TASK MATERIAL START

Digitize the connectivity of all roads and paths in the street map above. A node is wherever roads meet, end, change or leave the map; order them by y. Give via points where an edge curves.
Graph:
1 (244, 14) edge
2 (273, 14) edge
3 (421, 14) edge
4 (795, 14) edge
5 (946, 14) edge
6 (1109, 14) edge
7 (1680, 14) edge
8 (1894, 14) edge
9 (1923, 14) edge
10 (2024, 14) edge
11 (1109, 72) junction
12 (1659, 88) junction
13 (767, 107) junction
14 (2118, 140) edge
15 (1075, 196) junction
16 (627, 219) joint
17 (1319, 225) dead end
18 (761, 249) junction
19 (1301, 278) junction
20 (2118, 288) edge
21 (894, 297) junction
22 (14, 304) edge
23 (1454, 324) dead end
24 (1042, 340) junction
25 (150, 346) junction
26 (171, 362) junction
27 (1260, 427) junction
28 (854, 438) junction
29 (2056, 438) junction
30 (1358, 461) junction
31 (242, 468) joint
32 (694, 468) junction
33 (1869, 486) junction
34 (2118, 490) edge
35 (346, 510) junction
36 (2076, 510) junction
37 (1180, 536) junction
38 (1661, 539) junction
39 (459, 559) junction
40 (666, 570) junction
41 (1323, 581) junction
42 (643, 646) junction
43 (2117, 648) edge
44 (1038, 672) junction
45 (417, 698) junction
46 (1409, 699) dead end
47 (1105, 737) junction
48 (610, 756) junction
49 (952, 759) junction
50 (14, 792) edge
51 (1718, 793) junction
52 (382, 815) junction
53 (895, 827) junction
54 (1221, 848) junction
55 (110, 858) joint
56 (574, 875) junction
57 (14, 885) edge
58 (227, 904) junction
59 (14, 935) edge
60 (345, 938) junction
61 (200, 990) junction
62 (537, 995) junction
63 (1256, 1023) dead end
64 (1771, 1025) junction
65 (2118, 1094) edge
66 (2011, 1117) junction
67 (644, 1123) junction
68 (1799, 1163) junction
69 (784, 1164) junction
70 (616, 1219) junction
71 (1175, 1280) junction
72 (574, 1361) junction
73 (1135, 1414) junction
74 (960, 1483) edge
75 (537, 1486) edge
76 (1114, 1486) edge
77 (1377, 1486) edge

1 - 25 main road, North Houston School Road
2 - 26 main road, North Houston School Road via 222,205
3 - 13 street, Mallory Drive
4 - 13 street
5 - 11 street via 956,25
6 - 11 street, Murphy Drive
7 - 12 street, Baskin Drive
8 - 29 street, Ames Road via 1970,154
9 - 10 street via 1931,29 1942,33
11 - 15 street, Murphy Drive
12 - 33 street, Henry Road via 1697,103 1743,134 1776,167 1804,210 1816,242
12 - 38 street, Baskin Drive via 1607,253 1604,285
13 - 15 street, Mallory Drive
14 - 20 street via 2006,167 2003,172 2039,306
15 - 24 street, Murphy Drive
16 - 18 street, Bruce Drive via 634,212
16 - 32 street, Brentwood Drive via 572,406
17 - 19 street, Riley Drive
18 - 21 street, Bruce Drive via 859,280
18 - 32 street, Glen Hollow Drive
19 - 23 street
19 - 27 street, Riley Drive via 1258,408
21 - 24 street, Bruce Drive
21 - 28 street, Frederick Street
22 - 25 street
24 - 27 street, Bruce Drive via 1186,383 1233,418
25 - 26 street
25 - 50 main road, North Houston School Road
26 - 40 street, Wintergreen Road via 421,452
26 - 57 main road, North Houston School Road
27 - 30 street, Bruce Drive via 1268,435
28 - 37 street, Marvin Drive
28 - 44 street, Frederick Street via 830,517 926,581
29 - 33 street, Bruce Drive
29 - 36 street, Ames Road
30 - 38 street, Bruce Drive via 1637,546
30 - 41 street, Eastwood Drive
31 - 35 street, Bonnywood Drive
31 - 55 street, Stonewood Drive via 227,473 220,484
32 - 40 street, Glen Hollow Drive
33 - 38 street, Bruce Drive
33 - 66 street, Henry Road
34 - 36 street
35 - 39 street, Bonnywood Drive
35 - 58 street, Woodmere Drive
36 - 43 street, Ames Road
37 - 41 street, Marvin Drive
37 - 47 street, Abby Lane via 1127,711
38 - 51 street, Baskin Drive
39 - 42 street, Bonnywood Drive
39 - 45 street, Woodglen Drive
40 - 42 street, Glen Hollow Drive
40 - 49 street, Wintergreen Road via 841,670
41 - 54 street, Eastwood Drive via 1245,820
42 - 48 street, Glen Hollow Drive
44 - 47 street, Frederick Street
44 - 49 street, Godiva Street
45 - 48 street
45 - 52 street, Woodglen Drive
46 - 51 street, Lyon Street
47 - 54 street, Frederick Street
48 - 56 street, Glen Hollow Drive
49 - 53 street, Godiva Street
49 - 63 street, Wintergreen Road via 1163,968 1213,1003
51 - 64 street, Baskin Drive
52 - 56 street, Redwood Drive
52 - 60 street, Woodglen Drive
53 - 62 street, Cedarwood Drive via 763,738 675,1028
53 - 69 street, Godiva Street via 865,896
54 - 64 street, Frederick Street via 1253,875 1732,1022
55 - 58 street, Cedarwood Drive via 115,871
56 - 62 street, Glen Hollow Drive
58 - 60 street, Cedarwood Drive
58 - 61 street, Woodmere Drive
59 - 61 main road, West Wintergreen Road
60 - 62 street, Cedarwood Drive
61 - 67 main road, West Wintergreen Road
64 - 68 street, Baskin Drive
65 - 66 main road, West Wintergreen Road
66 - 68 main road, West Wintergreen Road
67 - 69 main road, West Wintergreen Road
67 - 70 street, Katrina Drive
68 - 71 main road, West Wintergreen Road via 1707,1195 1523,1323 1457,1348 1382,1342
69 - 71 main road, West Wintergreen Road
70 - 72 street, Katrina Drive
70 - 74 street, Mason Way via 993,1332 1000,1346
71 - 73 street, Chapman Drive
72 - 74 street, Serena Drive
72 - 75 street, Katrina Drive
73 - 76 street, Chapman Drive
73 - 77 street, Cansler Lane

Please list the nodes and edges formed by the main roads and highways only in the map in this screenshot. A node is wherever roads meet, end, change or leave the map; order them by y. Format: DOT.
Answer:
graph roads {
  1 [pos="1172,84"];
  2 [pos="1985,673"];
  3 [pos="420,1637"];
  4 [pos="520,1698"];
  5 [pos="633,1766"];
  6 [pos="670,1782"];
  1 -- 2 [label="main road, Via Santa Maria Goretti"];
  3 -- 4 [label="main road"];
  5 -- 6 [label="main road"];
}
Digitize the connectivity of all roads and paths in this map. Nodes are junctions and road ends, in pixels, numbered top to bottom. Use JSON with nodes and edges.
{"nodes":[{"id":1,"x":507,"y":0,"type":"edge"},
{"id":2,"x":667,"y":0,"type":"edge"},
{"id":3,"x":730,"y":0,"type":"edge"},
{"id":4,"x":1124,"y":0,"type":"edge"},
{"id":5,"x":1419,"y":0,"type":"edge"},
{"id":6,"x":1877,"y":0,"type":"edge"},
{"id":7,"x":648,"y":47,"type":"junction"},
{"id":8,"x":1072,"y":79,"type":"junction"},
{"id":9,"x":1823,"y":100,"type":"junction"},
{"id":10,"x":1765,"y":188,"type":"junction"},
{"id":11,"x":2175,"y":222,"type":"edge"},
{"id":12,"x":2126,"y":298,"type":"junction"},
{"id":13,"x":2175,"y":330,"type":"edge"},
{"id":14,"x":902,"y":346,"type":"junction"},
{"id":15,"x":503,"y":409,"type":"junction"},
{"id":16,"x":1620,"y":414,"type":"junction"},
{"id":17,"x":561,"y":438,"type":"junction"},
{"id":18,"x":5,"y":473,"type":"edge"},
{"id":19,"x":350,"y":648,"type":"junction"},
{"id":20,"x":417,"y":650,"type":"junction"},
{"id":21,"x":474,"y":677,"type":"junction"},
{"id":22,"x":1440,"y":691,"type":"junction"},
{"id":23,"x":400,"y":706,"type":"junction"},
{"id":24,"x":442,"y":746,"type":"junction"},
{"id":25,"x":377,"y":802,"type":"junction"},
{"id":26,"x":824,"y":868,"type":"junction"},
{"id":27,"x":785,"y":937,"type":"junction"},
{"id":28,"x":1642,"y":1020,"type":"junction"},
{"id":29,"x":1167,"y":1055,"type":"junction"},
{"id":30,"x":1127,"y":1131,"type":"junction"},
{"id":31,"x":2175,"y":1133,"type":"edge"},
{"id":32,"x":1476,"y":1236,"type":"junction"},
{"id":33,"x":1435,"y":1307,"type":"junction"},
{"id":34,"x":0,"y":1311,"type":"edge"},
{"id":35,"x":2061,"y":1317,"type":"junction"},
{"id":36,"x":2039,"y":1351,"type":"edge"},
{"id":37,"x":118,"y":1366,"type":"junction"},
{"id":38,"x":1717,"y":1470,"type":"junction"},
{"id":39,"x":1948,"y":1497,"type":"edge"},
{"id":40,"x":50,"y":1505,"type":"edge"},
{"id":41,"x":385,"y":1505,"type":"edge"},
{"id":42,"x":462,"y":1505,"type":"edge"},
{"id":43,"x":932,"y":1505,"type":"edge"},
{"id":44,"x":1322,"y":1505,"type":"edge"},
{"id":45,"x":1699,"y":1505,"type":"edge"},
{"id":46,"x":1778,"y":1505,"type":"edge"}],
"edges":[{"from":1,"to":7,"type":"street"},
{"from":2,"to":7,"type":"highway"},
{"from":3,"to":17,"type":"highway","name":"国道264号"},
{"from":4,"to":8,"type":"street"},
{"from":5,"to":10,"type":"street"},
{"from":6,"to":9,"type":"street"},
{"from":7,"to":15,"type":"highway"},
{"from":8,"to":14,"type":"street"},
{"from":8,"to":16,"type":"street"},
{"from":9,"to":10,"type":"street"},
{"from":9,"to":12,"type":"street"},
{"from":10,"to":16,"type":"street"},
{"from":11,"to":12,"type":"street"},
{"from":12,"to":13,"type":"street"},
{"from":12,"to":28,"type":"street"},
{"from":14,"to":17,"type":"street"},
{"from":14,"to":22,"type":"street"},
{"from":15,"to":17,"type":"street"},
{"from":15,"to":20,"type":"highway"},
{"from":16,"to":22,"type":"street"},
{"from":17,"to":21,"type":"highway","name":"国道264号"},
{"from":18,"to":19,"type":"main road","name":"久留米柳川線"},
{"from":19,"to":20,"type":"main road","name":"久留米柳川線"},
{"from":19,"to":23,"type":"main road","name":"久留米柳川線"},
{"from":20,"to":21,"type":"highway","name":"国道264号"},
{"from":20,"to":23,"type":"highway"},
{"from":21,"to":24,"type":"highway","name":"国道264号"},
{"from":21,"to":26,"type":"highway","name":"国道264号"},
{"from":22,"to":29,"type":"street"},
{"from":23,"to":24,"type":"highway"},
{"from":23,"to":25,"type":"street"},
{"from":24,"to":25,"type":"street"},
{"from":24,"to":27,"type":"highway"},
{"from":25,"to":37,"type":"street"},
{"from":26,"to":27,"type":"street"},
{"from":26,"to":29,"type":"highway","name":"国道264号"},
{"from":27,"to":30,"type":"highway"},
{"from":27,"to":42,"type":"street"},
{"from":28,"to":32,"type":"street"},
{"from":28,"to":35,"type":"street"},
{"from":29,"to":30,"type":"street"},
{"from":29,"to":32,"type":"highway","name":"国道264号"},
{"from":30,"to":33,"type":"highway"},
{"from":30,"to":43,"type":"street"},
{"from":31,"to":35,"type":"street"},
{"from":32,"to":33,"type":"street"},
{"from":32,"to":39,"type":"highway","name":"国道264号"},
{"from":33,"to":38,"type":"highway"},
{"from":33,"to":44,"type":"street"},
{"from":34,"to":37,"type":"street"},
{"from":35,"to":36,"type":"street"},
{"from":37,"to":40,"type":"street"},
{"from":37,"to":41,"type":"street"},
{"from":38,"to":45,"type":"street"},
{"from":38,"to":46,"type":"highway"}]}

TASK MATERIAL END

Where does the string "School" occur in the listing above? Return every line that contains it.

* [TASK OUTPUT]
1 - 25 main road, North Houston School Road
2 - 26 main road, North Houston School Road via 222,205
25 - 50 main road, North Houston School Road
26 - 57 main road, North Houston School Road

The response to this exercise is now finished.